When you’re on an island, there’s not a lot to do besides reflect. I realized today that while before I left I was just so nervous (I cringe to think about the people who had to deal with my neurosis with that – thank you, thank you, thank you!), I barely feel that at all anymore. I’ve had my very solitary days, and I’ve survived. I’ve gotten from Point A to Point B and beyond. Heck, I’ve torn up my leg, and I still stand. Isn’t it silly to look back at the so-called scary things?
What remains now are thoughts and reflections on, well, basically everything. The difference between being free and being untethered – while they are fairly synonymous in my mind, if I feel free or if I feel untethered (or unconnected) depends on my state of mind at the time. The concept of privilege (until I was hand-flushing my toilet, I never realized how much water I use a day – and I’m lucky to have immediate access to it). The concept of “assistance.” (This is one that actually got me in to international education – should assistance/charity/whatever you may want to call it come from above, with sweeping governmental change, or from grassroots efforts? From monetary aid or education? I’m sure you can guess where I stand on this one…). And more personal things about me – where I am, where I’ve been, where I am going, and where I stand in relation to others in my life.
The most important thing I’ve reflected on is how I want to seek out those who enrich my life. People who listen to my worries and my insecurities and don’t judge me. People who challenge me to do something that makes me uncomfortable.

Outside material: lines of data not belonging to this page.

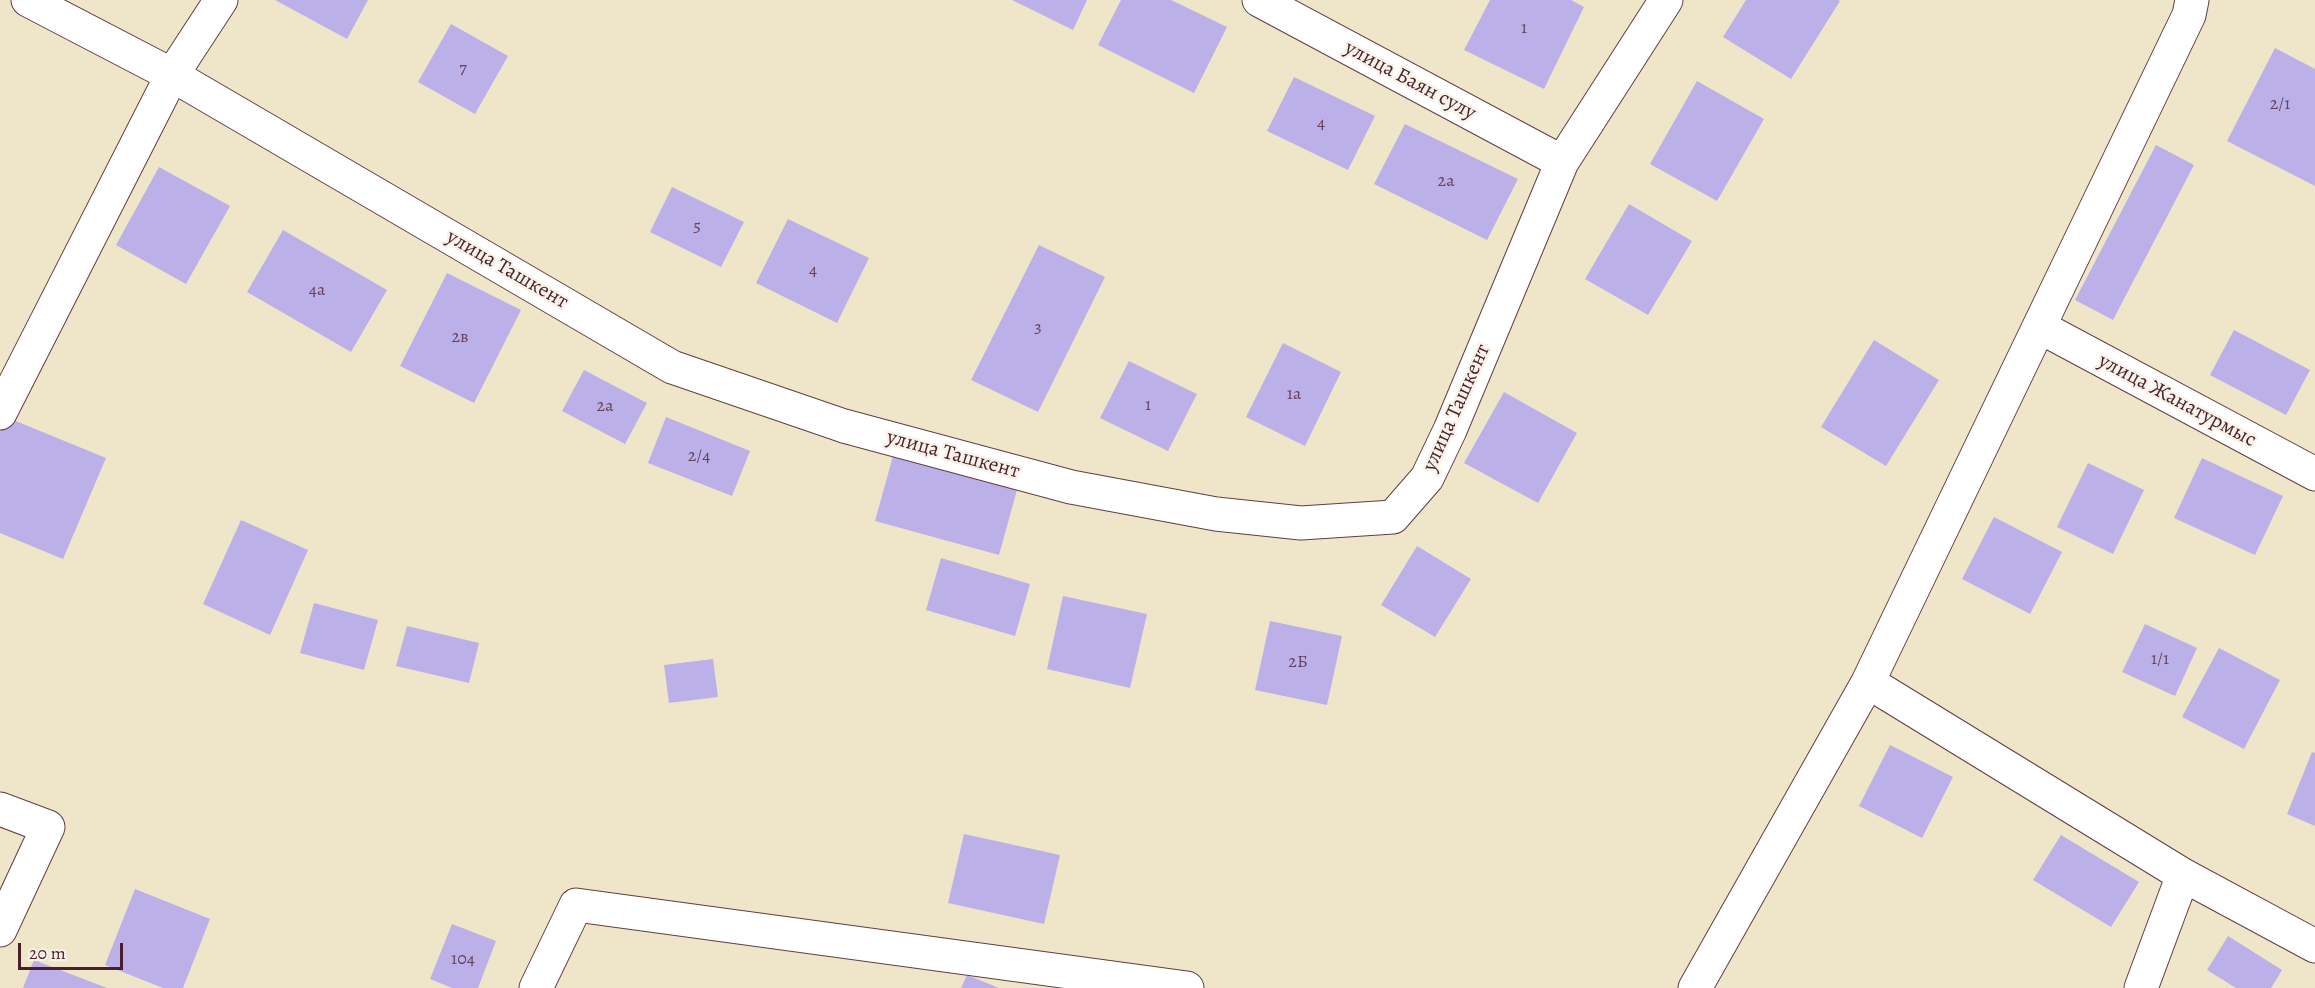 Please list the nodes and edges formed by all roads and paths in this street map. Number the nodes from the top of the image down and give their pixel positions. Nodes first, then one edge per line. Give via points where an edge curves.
1 (28, 0) edge
2 (221, 0) edge
3 (1259, 0) edge
4 (1666, 0) edge
5 (2192, 0) edge
6 (172, 75) junction
7 (1562, 162) junction
8 (2040, 327) junction
9 (0, 413) edge
10 (2315, 474) edge
11 (1868, 681) junction
12 (0, 809) edge
13 (2183, 875) junction
14 (0, 930) edge
15 (2315, 946) edge
16 (1055, 979) edge
17 (536, 988) edge
18 (1187, 988) edge
19 (1695, 988) edge
20 (2140, 988) edge

1 - 6 street, улица Ташкент
2 - 6 street
3 - 7 street, улица Баян сулу
4 - 7 street, улица Ташкент
5 - 8 street via 2189,15
6 - 7 street, улица Ташкент via 672,367 844,426 1071,487 1216,514 1301,522 1393,517 1427,478
6 - 9 street
8 - 10 street, улица Жанатурмыс
8 - 11 street
11 - 13 street
11 - 19 street
12 - 14 street via 48,827
13 - 15 street
13 - 20 street
16 - 17 street via 576,905
16 - 18 street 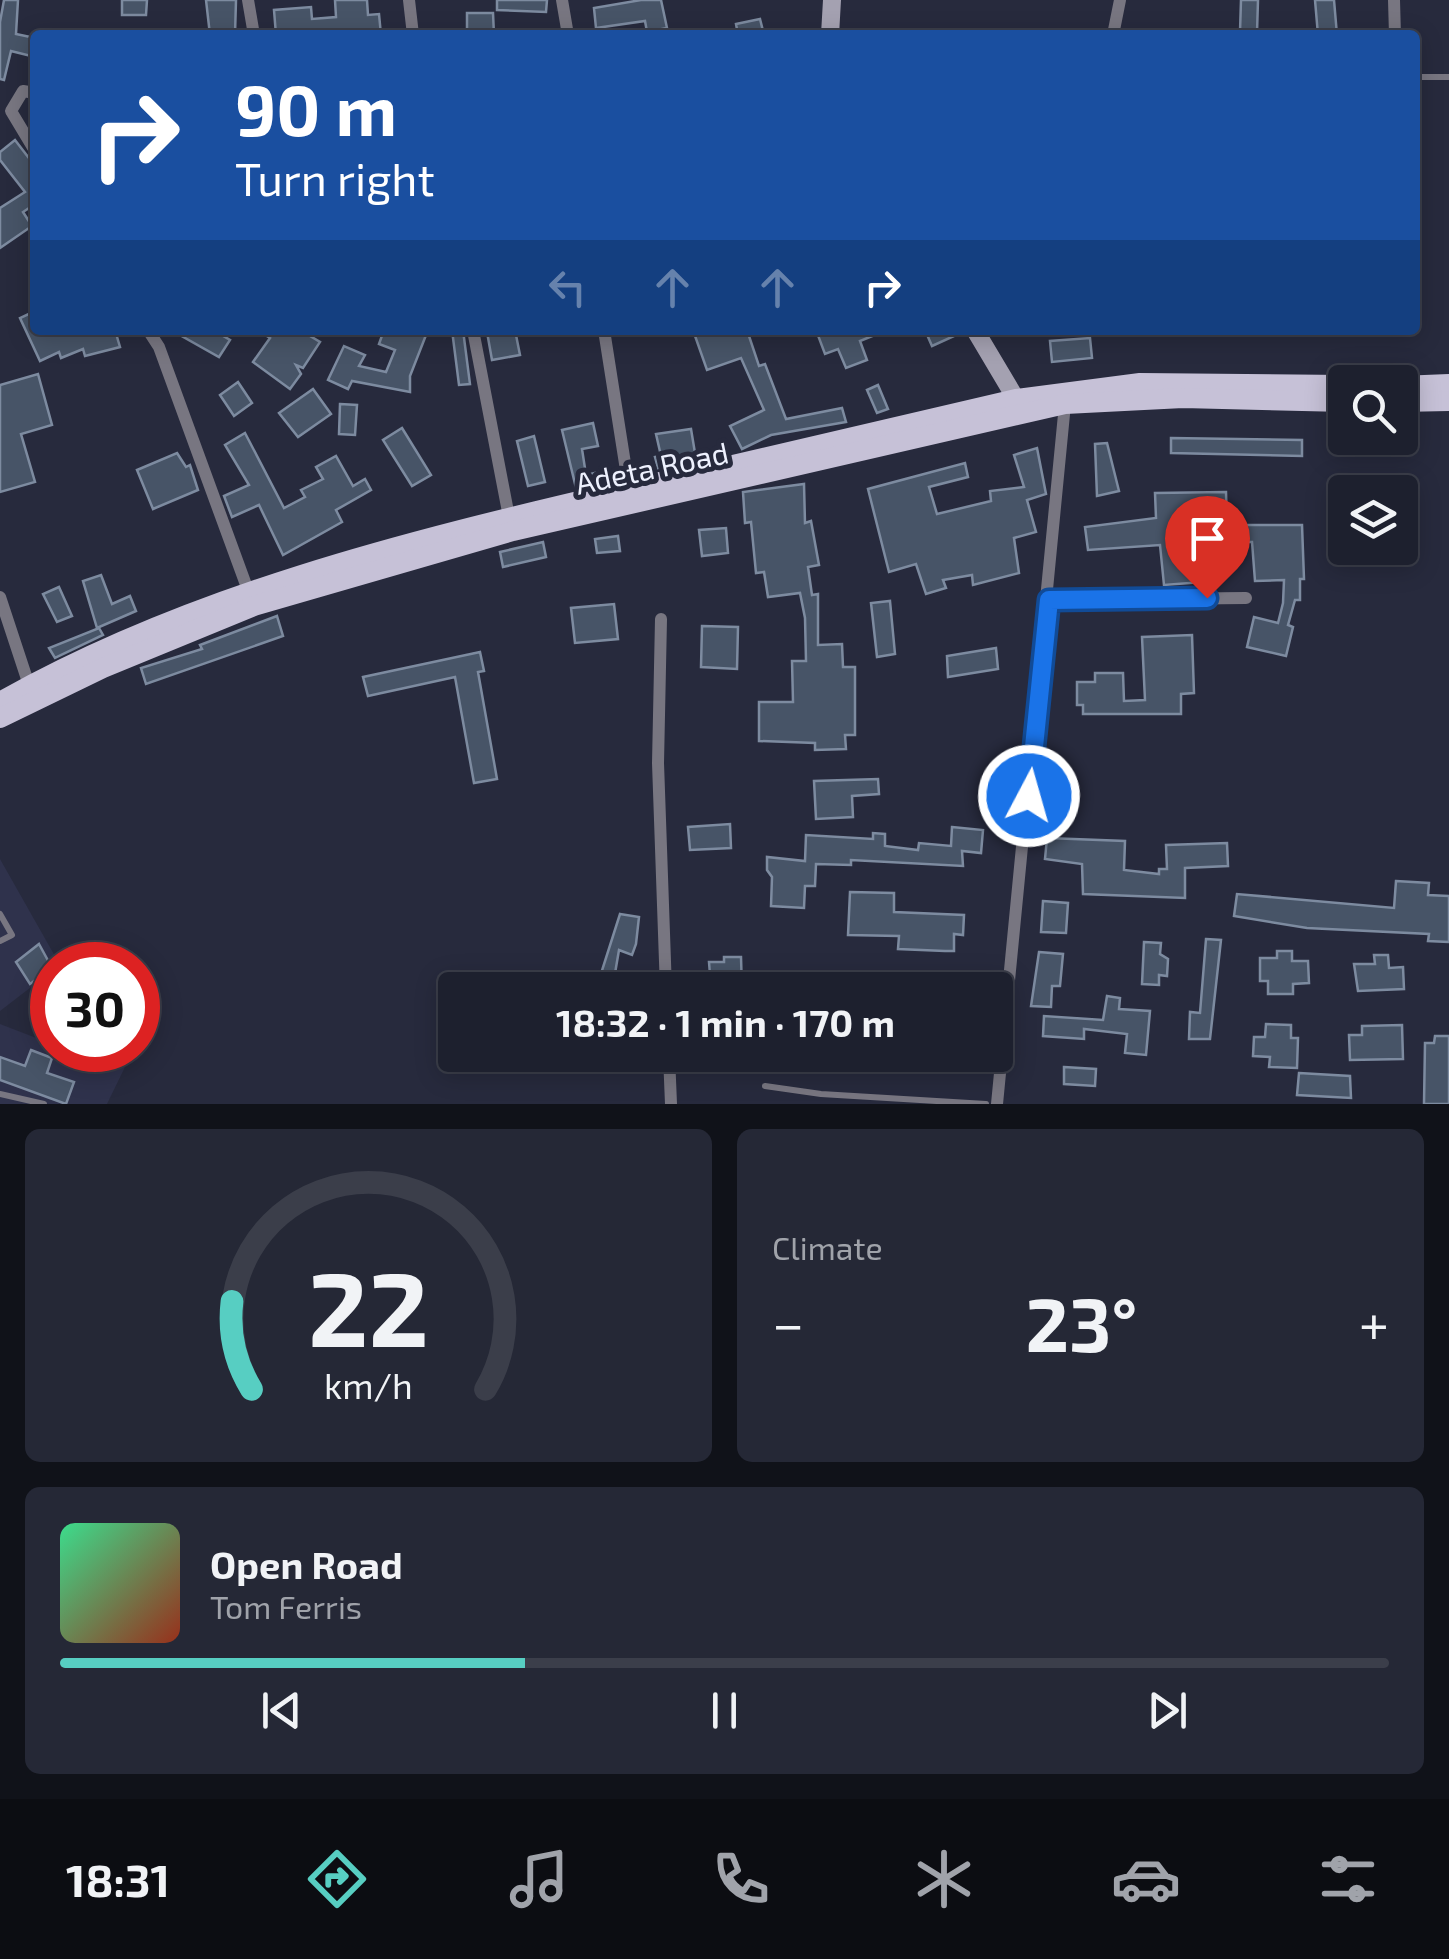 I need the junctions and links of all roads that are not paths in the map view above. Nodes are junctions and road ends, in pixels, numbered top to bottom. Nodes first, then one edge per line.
1 (248, 0) edge
2 (409, 0) edge
3 (562, 0) edge
4 (832, 0) edge
5 (1120, 0) edge
6 (1394, 0) edge
7 (253, 30) edge
8 (412, 30) edge
9 (567, 30) edge
10 (830, 30) edge
11 (1114, 30) edge
12 (1395, 30) edge
13 (1420, 76) edge
14 (1449, 77) edge
15 (30, 92) edge
16 (30, 142) edge
17 (151, 335) edge
18 (474, 335) edge
19 (605, 335) edge
20 (978, 335) edge
21 (1449, 384) edge
22 (1328, 385) edge
23 (1418, 385) edge
24 (1016, 399) junction
25 (1449, 400) edge
26 (1418, 401) edge
27 (1328, 402) edge
28 (1064, 404) junction
29 (630, 489) junction
30 (509, 517) junction
31 (249, 593) junction
32 (0, 597) edge
33 (1246, 598) dead end
34 (1049, 600) junction
35 (661, 620) dead end
36 (29, 686) junction
37 (0, 702) edge
38 (0, 718) edge
39 (0, 914) edge
40 (0, 941) edge
41 (665, 972) edge
42 (670, 1072) edge
43 (764, 1086) dead end
44 (0, 1094) edge
45 (44, 1104) edge
46 (671, 1104) edge
47 (986, 1104) edge
48 (998, 1104) edge

1 - 7 street
2 - 8 street
3 - 9 street
4 - 10 street
5 - 11 street
6 - 12 street
13 - 14 lane
15 - 16 street
17 - 31 street
18 - 30 street
19 - 29 street
20 - 24 street
21 - 23 main road
22 - 24 main road, Adeta Road
24 - 29 main road, Adeta Road
25 - 26 main road
27 - 28 main road, Adeta Road
28 - 34 street
28 - 38 main road, Adeta Road
29 - 30 main road, Adeta Road
30 - 31 main road, Adeta Road
31 - 36 main road, Adeta Road
32 - 36 street
33 - 34 street
34 - 48 street
35 - 41 street
36 - 37 main road, Adeta Road
39 - 40 lane
42 - 46 street
43 - 47 lane
44 - 45 lane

My friend Laura Maas, who by this point you probably think is my only friend because I talk about her so much on this blog, wrote a beautiful blog post about me. A few days ago, I sent her a fairly lengthy catch-up email; she almost immediately responded (at about 2 in the morning, her time), with thoughtful responses, juicy information, and even some readings on the nature of education that she thought I would enjoy. How amazing are those things? I don’t even know what to say (besides responding to her with a very long and meandering email postulating on what an ‘educator’ is).
Basically, I have no idea what is happening next or where I stand in the world. All I know is that I stand with those people who support me, challenge me, and enrich me.